Hey
I´ve found a post on clustering on another java mailing list, the post is
originally from a vendor (Gemstone) but some of is points seem very valid
<post>
Extreme Clustering starts with the idea that we run many VM's on the same
machine. Then we
provide a solution for a problem that every distributed system has (and some
that are not so
distributed). How do I find use server side resource. Bigger problem, how
do I dispose of them
when they are shared! This is a problem for dcom, corba, rmi and evey other
system based on
distributed object. Actually, if you want to know the basis of your memory
leaks in 95, 98, and
NT, it's bacause of sharing dll's. Once loaded, the 95, 98 shells and NT OS
don't know when
to unload them (this problem is isomorphic to distributed objects). So, how
does this work.
We provide a process known as the activator. The activator knows which
EJB's are deployed
in the system. It keeps information on how to create VM pools. It keeps an
activation record
which points EJB instanciations to VMs within a particular pool. The pools
can grow and shrink
to meet the demands placed on the server. This pooling behavior is build
into the activator.
So, when I deploy a system, I use a template to describe the configuration
of a VM in a pool
and then the properties of the pool. I then tell the activator which EJB's
will use what VM pool.
Home lookups are handled by the activator so he can load balance calls to
the various VMs in the
pools. We also manage JDBC pools
Now, if you look at WebLogic, they run a single VM in a single IP space. WL
claims that this
is good enough but, I've got four knocks against this claim
1) Maturity of Java (Yes, it's still a new technology and as a result there
are some problem).
2) Application Avaliability (take this from a users point of view).
3) Threading and thread scheduling in the VM (even with fully threaded OS's,
there are VM limits).
4) cache coherancy (in multi VM architectures, how do you keep everybody in
sync).
1) VM's need to manage two memory spaces, Java and C. Although VM's are
getting better, they
are sill not perfect.
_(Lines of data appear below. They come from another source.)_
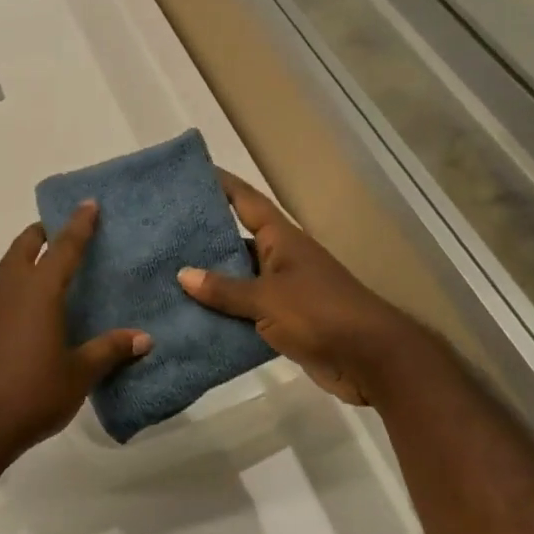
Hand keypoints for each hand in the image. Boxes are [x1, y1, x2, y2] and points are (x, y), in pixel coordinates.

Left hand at [0, 203, 151, 463]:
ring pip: (9, 266)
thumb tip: (144, 338)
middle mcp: (11, 289)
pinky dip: (18, 280)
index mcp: (39, 291)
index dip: (78, 225)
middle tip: (62, 230)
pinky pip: (2, 289)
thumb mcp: (78, 373)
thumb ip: (109, 350)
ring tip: (48, 261)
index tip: (88, 204)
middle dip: (42, 233)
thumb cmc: (32, 391)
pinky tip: (32, 302)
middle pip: (24, 246)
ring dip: (26, 255)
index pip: (63, 248)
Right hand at [178, 169, 422, 406]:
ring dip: (210, 280)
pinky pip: (245, 311)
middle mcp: (281, 259)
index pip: (247, 202)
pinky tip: (191, 316)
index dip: (223, 185)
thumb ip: (225, 289)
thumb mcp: (267, 299)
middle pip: (237, 240)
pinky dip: (222, 313)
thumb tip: (183, 274)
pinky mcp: (284, 322)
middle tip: (163, 232)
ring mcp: (284, 291)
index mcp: (281, 240)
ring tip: (166, 275)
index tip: (192, 174)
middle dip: (204, 237)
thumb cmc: (319, 314)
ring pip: (238, 279)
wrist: (371, 359)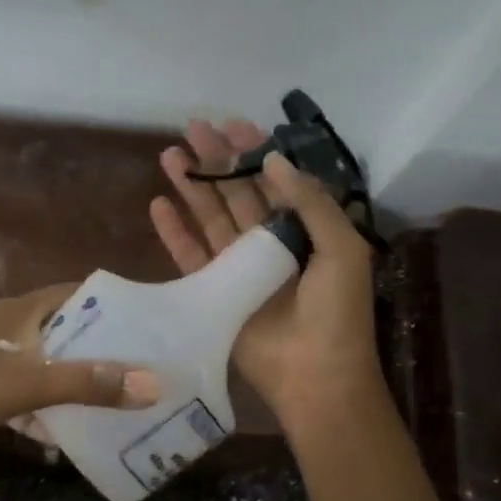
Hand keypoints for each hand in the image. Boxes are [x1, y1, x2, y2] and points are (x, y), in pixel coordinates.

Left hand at [0, 285, 158, 463]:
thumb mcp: (30, 383)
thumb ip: (88, 383)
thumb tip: (153, 384)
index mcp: (25, 309)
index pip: (81, 293)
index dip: (116, 306)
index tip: (149, 328)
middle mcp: (13, 325)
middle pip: (69, 331)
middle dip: (102, 352)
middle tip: (141, 374)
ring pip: (47, 364)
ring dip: (74, 383)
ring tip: (113, 405)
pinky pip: (25, 390)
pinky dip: (44, 407)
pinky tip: (62, 436)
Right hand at [150, 119, 382, 429]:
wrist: (315, 376)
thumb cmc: (337, 312)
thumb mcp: (342, 249)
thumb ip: (310, 202)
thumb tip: (274, 160)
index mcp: (303, 231)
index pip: (274, 182)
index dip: (254, 153)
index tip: (233, 125)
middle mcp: (268, 243)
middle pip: (236, 193)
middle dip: (216, 160)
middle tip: (192, 128)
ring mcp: (237, 267)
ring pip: (210, 217)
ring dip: (190, 186)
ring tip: (169, 155)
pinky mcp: (213, 290)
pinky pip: (189, 254)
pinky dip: (174, 231)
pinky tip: (159, 205)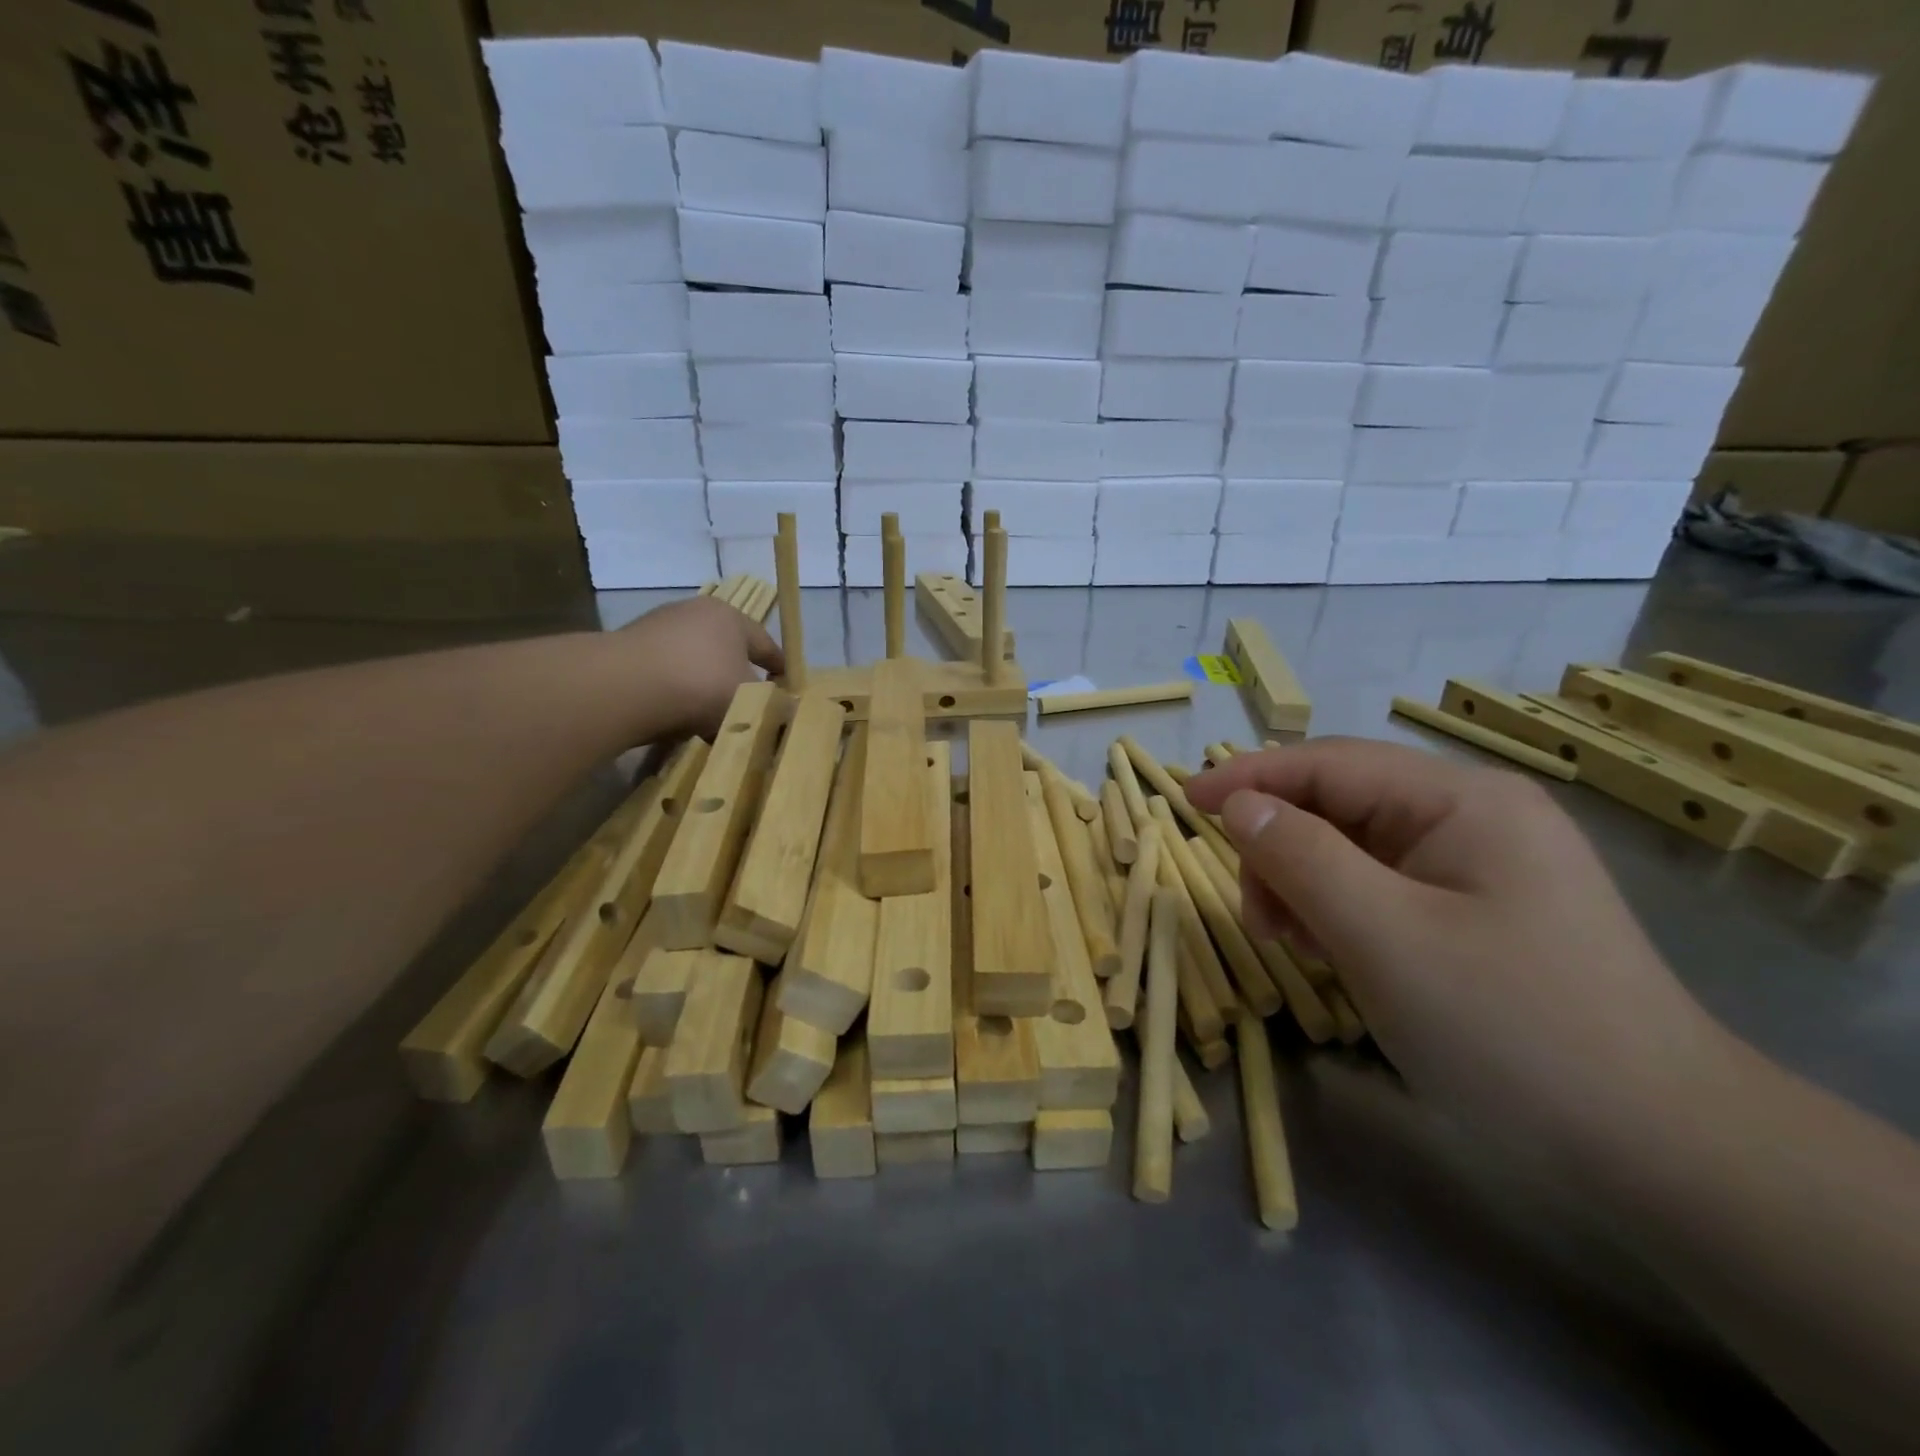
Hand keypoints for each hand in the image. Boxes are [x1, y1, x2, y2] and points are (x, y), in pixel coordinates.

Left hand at [613, 597, 784, 740]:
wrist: (626, 688)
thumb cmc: (703, 684)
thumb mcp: (749, 699)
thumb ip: (767, 703)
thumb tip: (772, 709)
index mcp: (730, 617)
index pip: (765, 643)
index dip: (779, 666)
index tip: (787, 684)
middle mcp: (693, 613)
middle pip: (725, 649)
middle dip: (736, 675)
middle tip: (747, 702)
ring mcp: (656, 629)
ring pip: (692, 662)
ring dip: (702, 686)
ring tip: (709, 717)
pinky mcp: (628, 651)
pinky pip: (664, 676)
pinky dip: (674, 693)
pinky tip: (676, 717)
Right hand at [1187, 739, 1728, 1161]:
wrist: (1663, 1153)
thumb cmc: (1512, 1030)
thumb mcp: (1384, 937)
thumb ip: (1301, 857)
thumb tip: (1239, 805)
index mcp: (1462, 800)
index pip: (1329, 763)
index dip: (1249, 776)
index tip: (1184, 799)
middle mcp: (1473, 817)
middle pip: (1340, 805)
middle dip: (1282, 848)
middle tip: (1257, 916)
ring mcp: (1480, 866)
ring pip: (1355, 849)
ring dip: (1305, 884)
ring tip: (1292, 942)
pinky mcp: (1479, 912)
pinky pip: (1382, 888)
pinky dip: (1340, 911)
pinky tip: (1330, 951)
Even so, a VM cannot control how a JNI call
manages C heap space. Thus
VM's will bloat and run out of memory over time. Before they run out
of memory, they're
performance starts degrading.
2) Threading and thread scheduling. This is something that you can check
for your self. Even though
it will take you 1500-1800 threads to run a VM our of memory, you'll
find that if you're doing any
amount of work in a thread, you start killing performance in a VM after
about 200 threads. If you
are interested, I can get into a better explination but this involves
understanding thread scheduling in
Unix (or Solaris) (LWP to thread relationship) and NT (no LWPs). IME,
it doesn't take long to
saturate a VM with 200 threads.
3) Application Avaliability. How do stability, performance and maintenance
issues affect a users
perception on avaliability. I take the users view because it's the most
important one. So, done
properly, even an unstable application can provide the preception of
high avaliability. (yes, I
know that sounds strange but....) This is where an application server
can help you out but
providing services that help make unstable application appear more
stable, adjust to load to
provide better perforamance characteristics and isolate users from
maintance issues (including
upgrading or patching the application).
4) cache coherancy...... how do you keep data in different isolated memory
spaces in sync. Well,
you could use distributed transactions which would involve every cache
that needs to be sync'ed
in the system. We all know how that would perform.... :). Or, we could
allow for latency between
updates and allow for inconsistancies between caches.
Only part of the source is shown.